We would pour out onto the lawn with Laddie hot on our heels, down to the springhouse where we were safe from adults. The springhouse was a wonderful haven. Shadowed by the apple orchard where Laddie would later rest, its cool wet atmosphere would almost call to you on lazy summer days. We had a tea set and blackboard, and numerous toy trucks and tractors, down there that would keep us busy. It was at the springhouse with that blackboard that I would work for hours teaching Laddie to speak. And I don't mean barking on command. I was seven years old and for all I had witnessed, Laddie was smarter than my five-year-old brother was. So, I reasoned that if Bobby could talk, so could Laddie, and I set out to teach him. As I think back on this, I not only wanted him to talk to me, but I was assuming he could read. Not a far stretch of the imagination for a seven-year-old who was spending another magical summer in the country!

He would sit forever as I attempted to drum the English language into his brain. Needless to say, he never did talk to me verbally, but he spoke volumes just by living. When Laddie began to move into senior citizenry, he once again proved his ability to grasp the world around him. Uncle Francis's grape arbor was off limits to everyone. If you went near it he would threaten to spank you to within an inch of your life, then would proceed to explain that really good grapes like his were for wine not for eating! So, we all, kids and adults alike, would make a wide arc around that arbor to avoid the possibility of him making good on his threat. Laddie must have filed this behavior away and as he aged he spent more and more time lying in the shadows of that arbor.

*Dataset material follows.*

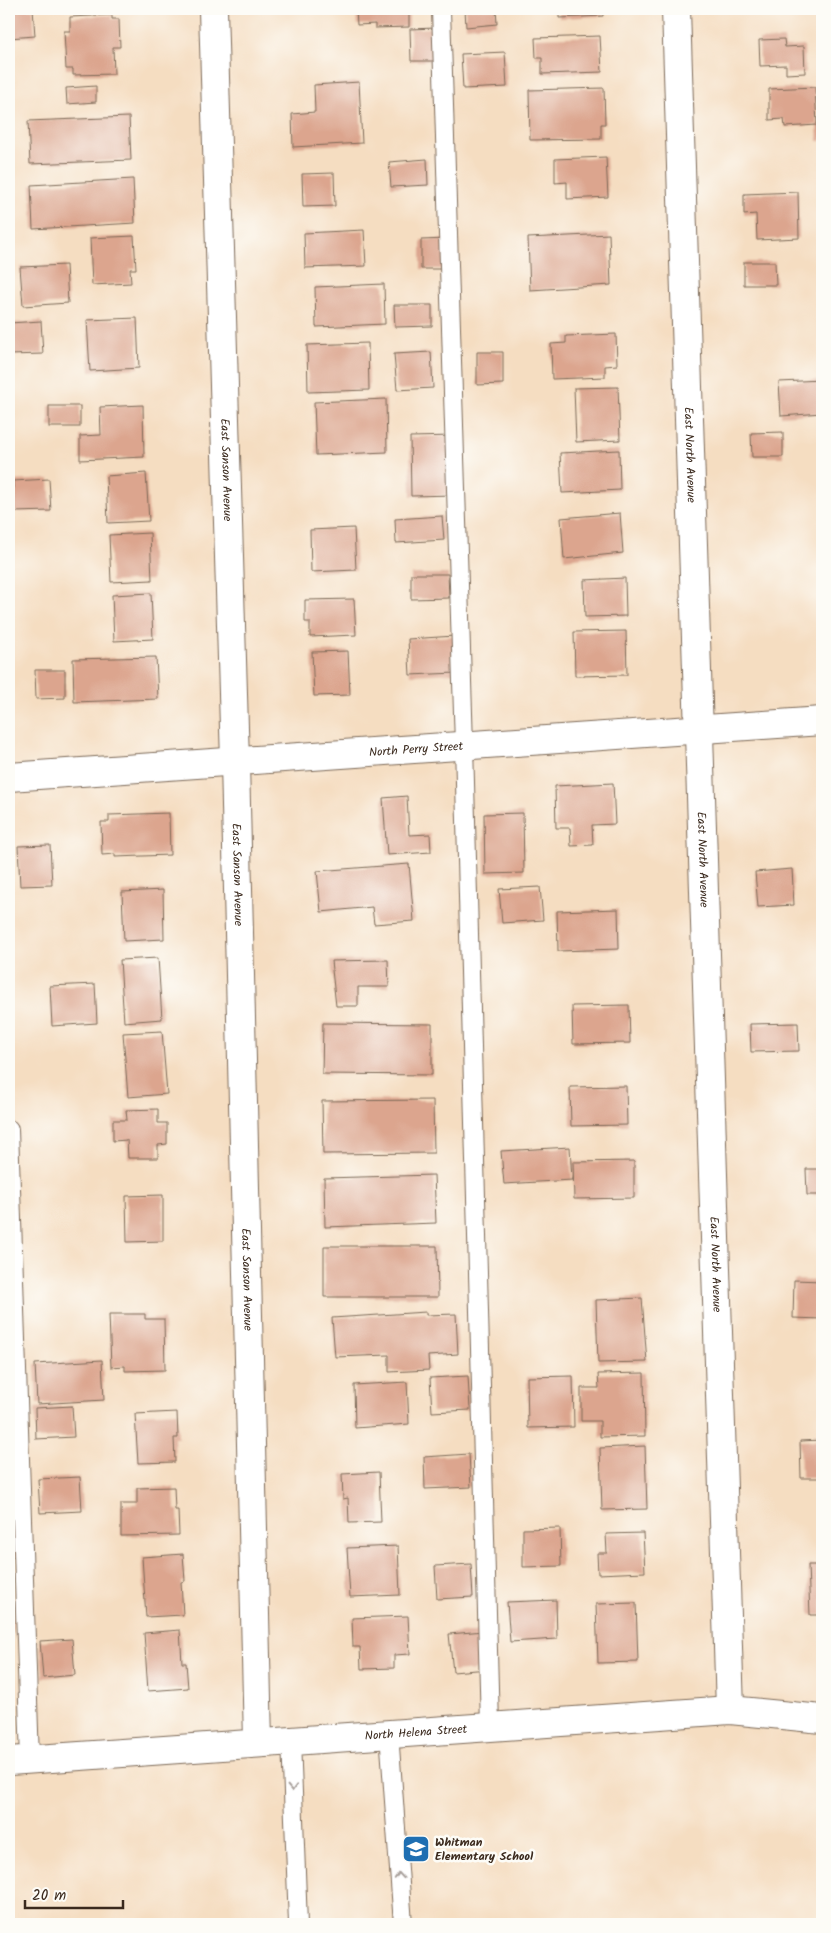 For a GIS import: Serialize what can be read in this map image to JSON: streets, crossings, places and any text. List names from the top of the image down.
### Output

He was never rude about it; he would greet you at the gate like any perfect gentleman and socialize for awhile, then disappear into the arbor for a nap.

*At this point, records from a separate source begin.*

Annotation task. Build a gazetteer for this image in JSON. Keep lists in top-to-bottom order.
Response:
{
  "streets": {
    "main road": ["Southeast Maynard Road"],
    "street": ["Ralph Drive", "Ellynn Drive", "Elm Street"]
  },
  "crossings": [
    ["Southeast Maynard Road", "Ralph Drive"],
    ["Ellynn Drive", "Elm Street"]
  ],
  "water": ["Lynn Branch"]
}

Only other Collie people could understand where this dog resides within my heart and memory. And only you can appreciate what a tremendous gift my family received from that stranger. Over the years many Collies have shared their lives with our family, each of them possessing their own wonderfully different personality and yet, each of them somehow fitting in just where you needed them. And though every one of them deserves mention as my unsung heroes, I would have to say that Laddie would hold the title if I must choose only one. Perhaps it is because he is wrapped snugly in the sun filled days of my childhood memories, or maybe he really was larger than life. Maybe he truly was the most beautiful. Maybe he was the most intelligent. I believe he was all of those things and more. I believe it with the unwavering faith of that seven-year-old down by the springhouse so long ago.

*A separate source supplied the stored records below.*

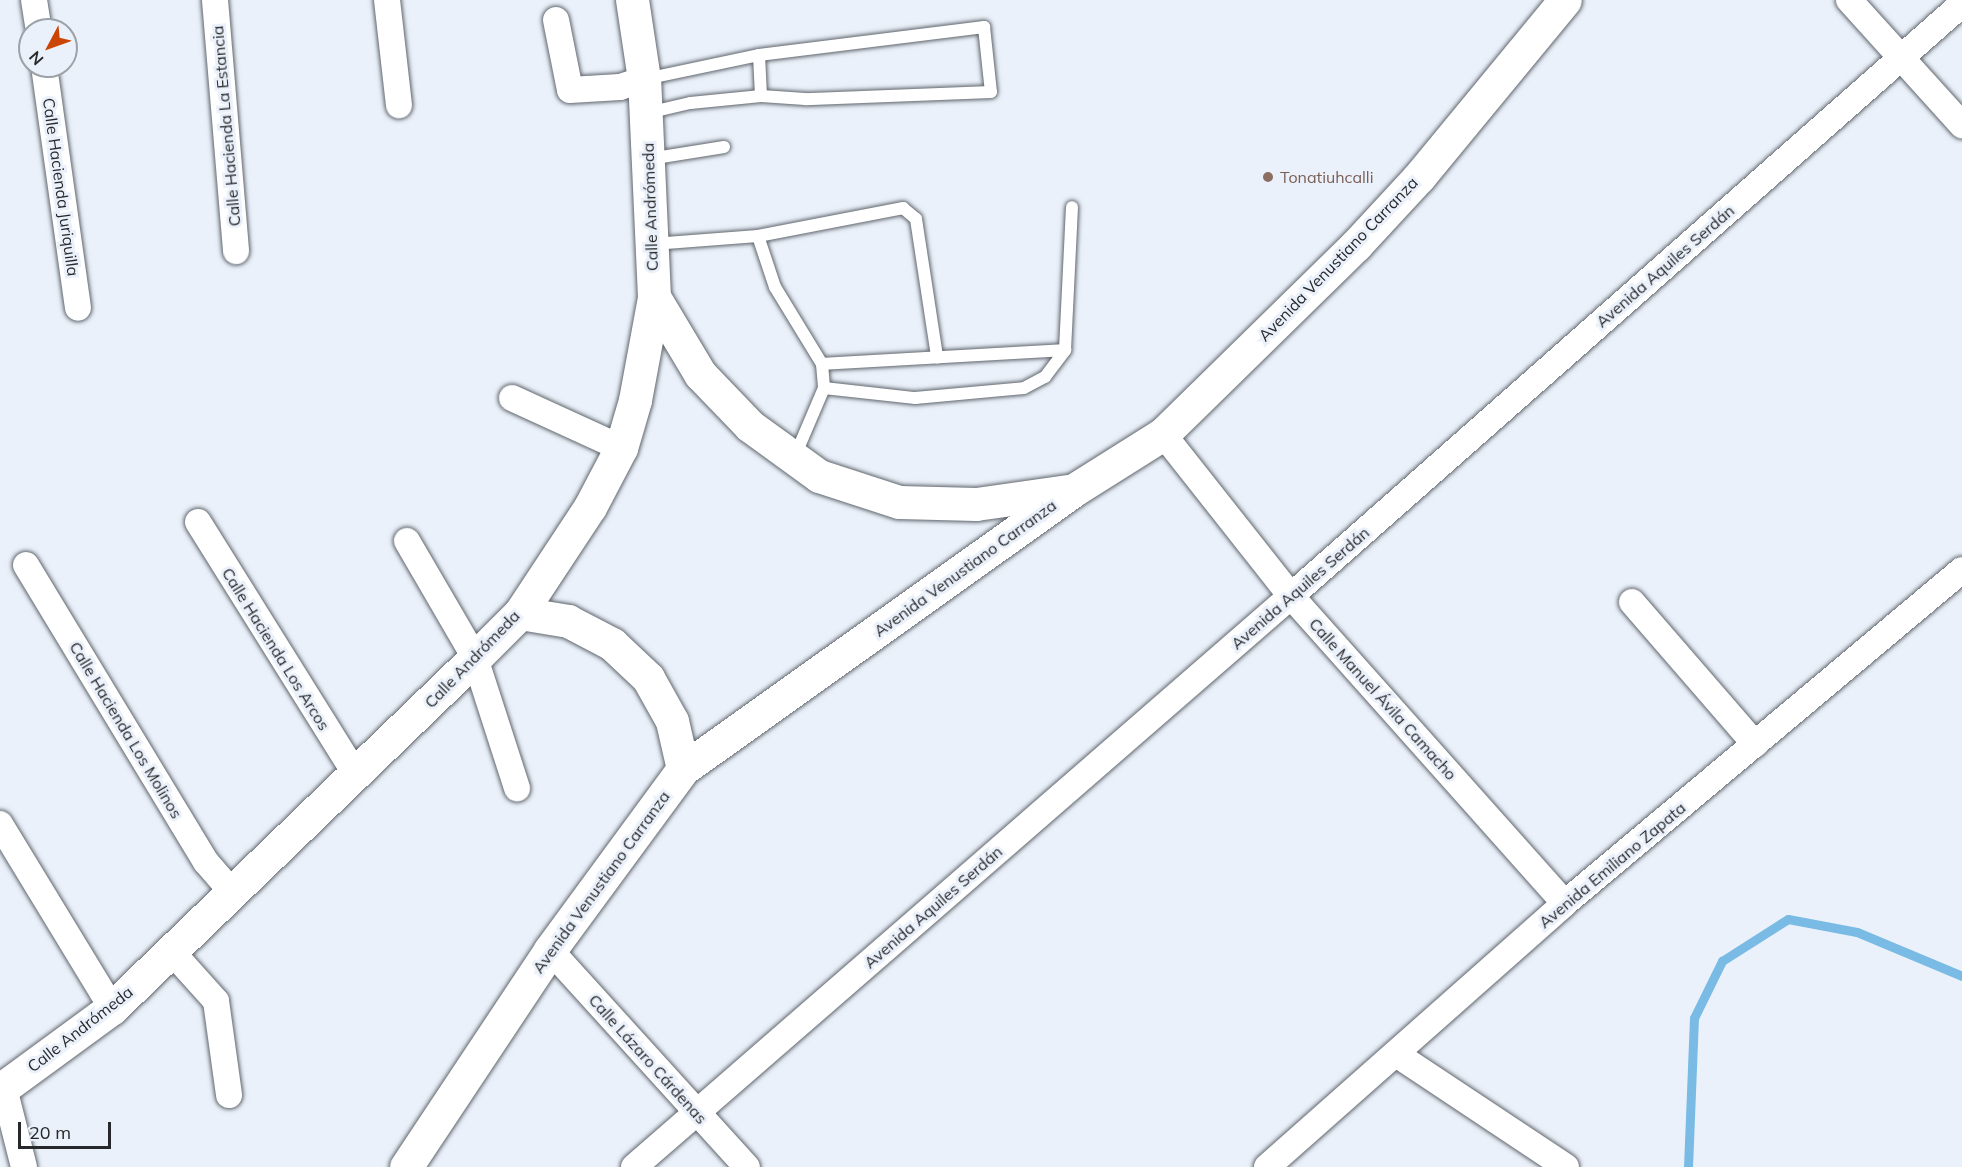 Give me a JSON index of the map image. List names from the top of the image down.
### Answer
{
  "streets": {
    "main road": ["Calle Andrómeda", "Avenida Venustiano Carranza"],
    "street": [
      "Calle Hacienda La Estancia",
      "Calle Hacienda Juriquilla",
      "Avenida Aquiles Serdán",
      "Calle Hacienda Los Arcos",
      "Calle Manuel Ávila Camacho",
      "Calle Hacienda Los Molinos",
      "Avenida Emiliano Zapata",
      "Calle Lázaro Cárdenas"
    ]
  },
  "crossings": [
    ["Calle Andrómeda", "Calle Hacienda Los Arcos"],
    ["Calle Andrómeda", "Calle Hacienda Los Molinos"],
    ["Avenida Venustiano Carranza", "Calle Manuel Ávila Camacho"],
    ["Avenida Venustiano Carranza", "Calle Lázaro Cárdenas"],
    ["Avenida Aquiles Serdán", "Calle Manuel Ávila Camacho"],
    ["Avenida Aquiles Serdán", "Calle Lázaro Cárdenas"],
    ["Calle Manuel Ávila Camacho", "Avenida Emiliano Zapata"]
  ],
  "places": ["Tonatiuhcalli"],
  "scale_bar": "20 m",
  "north": "bottom left"
}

Uncle Francis, Laddie and the farm are gone now. But as I look back on the inspiration Laddie has given to me throughout my life just by letting me love him, I have to credit and thank him for the wonderful friends I've loved along his road. Most assuredly Joyce Avery; you are my teacher, my friend, my sounding board and my logic; thank you specifically for Aimee, Kayleigh, Delaney, Panda, Pinkie, Brenna, Corey, Conor, Chance and Hogan. But moreover, for creating this family I hold so dear. They are all treasured. I hope and pray that Jodevin will prove to be even half the kennel Ravette was and will produce dogs that build the heart warming memories for others that "the gang" have given to me.

And to you sir, whoever you are and wherever your life took you all those years ago, thank you for entrusting us with that "damn good dog, " for he has led us down a brilliantly colorful road filled with hopes and dreams that have spanned generations.